--- YOUR GOAL ---
Transcribe every record verbatim; no pictures.

─── RECORDS SUPPLIED

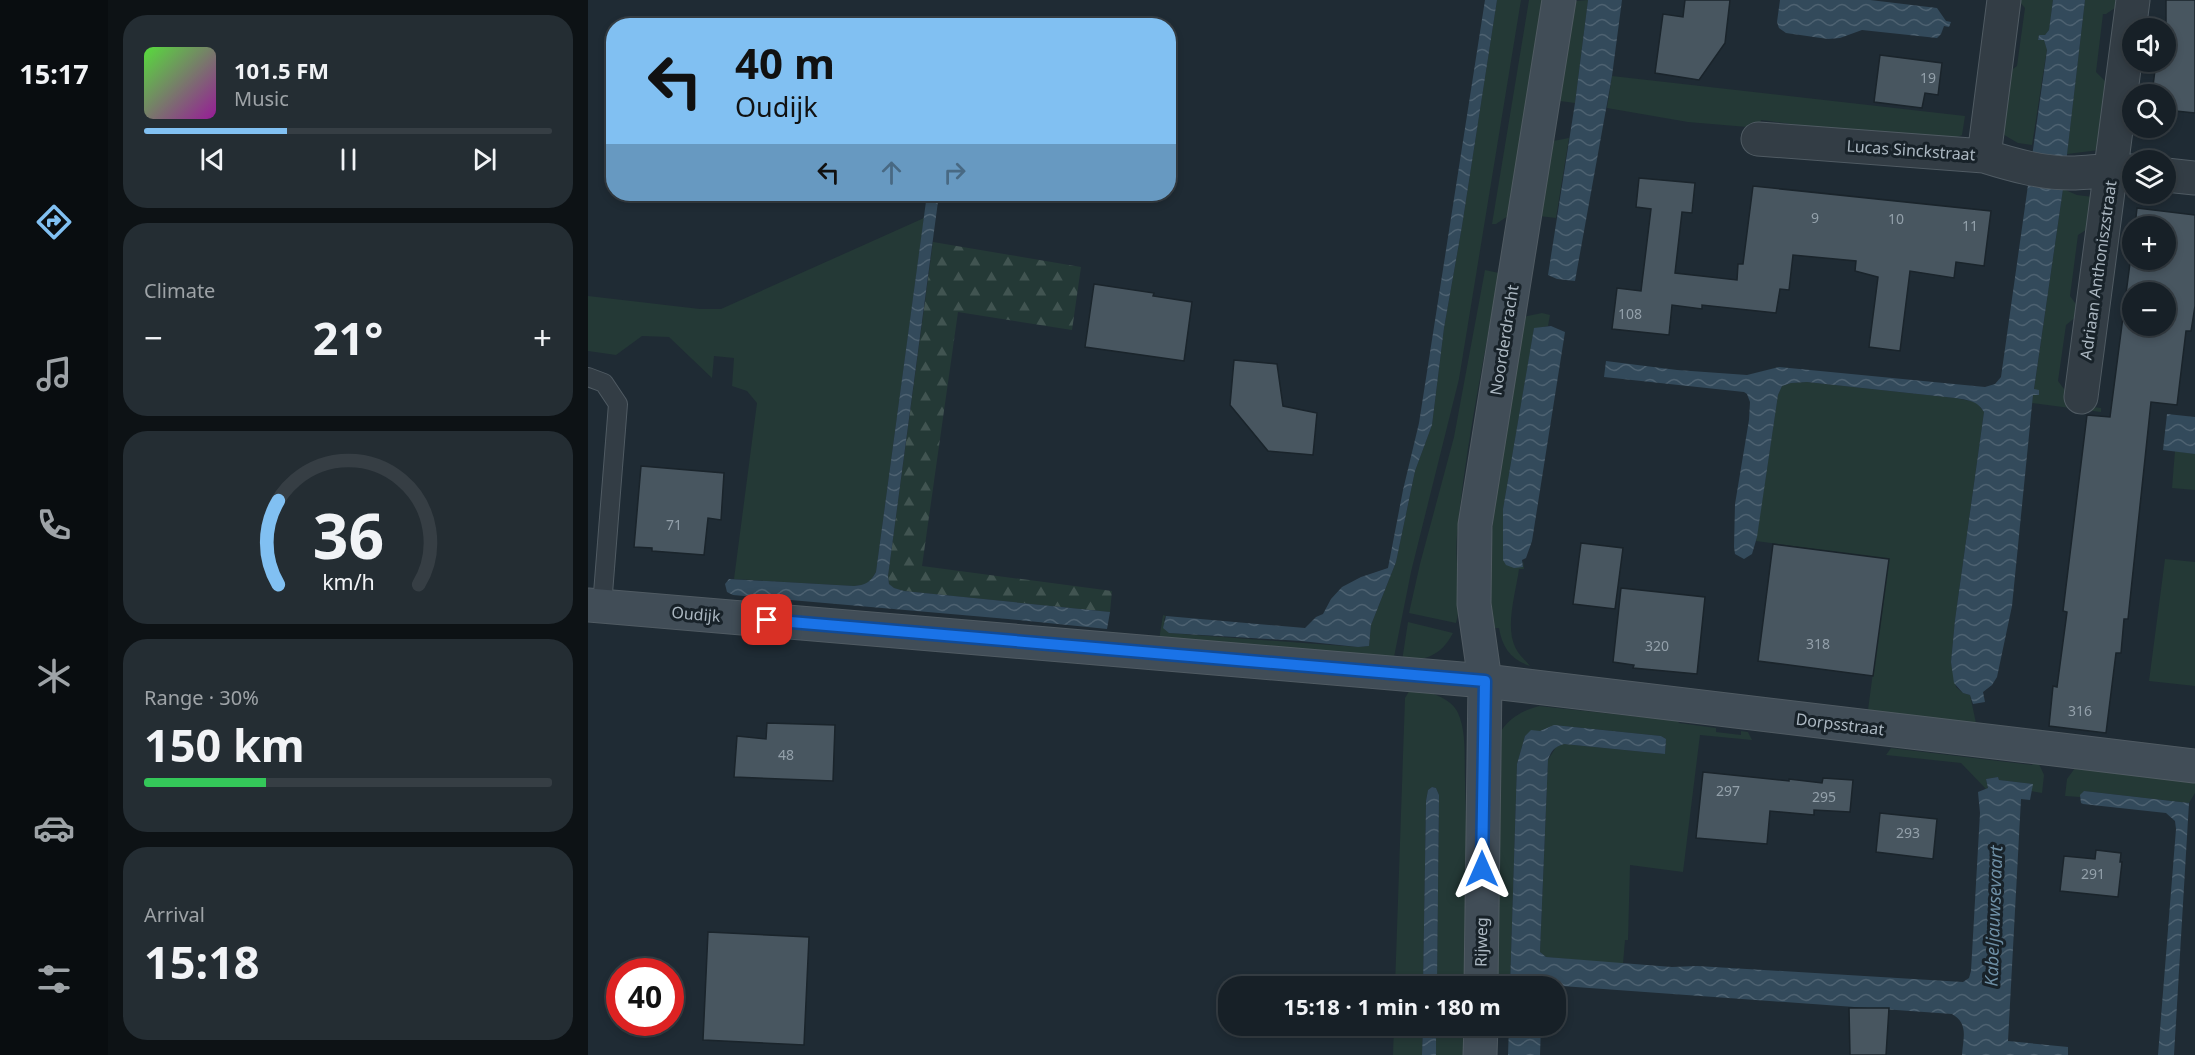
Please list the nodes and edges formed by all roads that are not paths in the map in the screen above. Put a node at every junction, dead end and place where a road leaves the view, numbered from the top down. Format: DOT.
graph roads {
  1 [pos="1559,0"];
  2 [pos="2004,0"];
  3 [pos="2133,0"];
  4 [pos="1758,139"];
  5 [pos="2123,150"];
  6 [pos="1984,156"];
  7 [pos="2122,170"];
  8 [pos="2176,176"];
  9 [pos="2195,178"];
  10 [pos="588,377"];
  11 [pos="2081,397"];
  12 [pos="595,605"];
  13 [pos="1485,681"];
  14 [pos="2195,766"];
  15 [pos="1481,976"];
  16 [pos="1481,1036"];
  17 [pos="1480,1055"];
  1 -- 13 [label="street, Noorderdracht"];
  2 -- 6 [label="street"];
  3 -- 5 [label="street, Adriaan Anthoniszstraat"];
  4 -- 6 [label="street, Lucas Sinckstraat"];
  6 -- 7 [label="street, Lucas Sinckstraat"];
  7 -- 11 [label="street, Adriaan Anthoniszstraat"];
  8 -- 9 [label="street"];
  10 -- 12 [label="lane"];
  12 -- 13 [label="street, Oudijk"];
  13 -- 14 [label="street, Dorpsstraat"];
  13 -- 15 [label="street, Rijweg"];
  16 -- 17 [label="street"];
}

──────

--- OUTPUT FOR THIS EXERCISE ---
Please list the nodes and edges formed by all roads that are not paths in the map in the screen above. Put a node at every junction, dead end and place where a road leaves the view, numbered from the top down. Format: DOT.
graph roads {
  1 [pos="1559,0"];
  2 [pos="2004,0"];
  3 [pos="2133,0"];
  4 [pos="1758,139"];
  5 [pos="2123,150"];
  6 [pos="1984,156"];
  7 [pos="2122,170"];
  8 [pos="2176,176"];
  9 [pos="2195,178"];
  10 [pos="588,377"];
  11 [pos="2081,397"];
  12 [pos="595,605"];
  13 [pos="1485,681"];
  14 [pos="2195,766"];
  15 [pos="1481,976"];
  16 [pos="1481,1036"];
  17 [pos="1480,1055"];
  1 -- 13 [label="street, Noorderdracht"];
  2 -- 6 [label="street"];
  3 -- 5 [label="street, Adriaan Anthoniszstraat"];
  4 -- 6 [label="street, Lucas Sinckstraat"];
  6 -- 7 [label="street, Lucas Sinckstraat"];
  7 -- 11 [label="street, Adriaan Anthoniszstraat"];
  8 -- 9 [label="street"];
  10 -- 12 [label="lane"];
  12 -- 13 [label="street, Oudijk"];
  13 -- 14 [label="street, Dorpsstraat"];
  13 -- 15 [label="street, Rijweg"];
  16 -- 17 [label="street"];
}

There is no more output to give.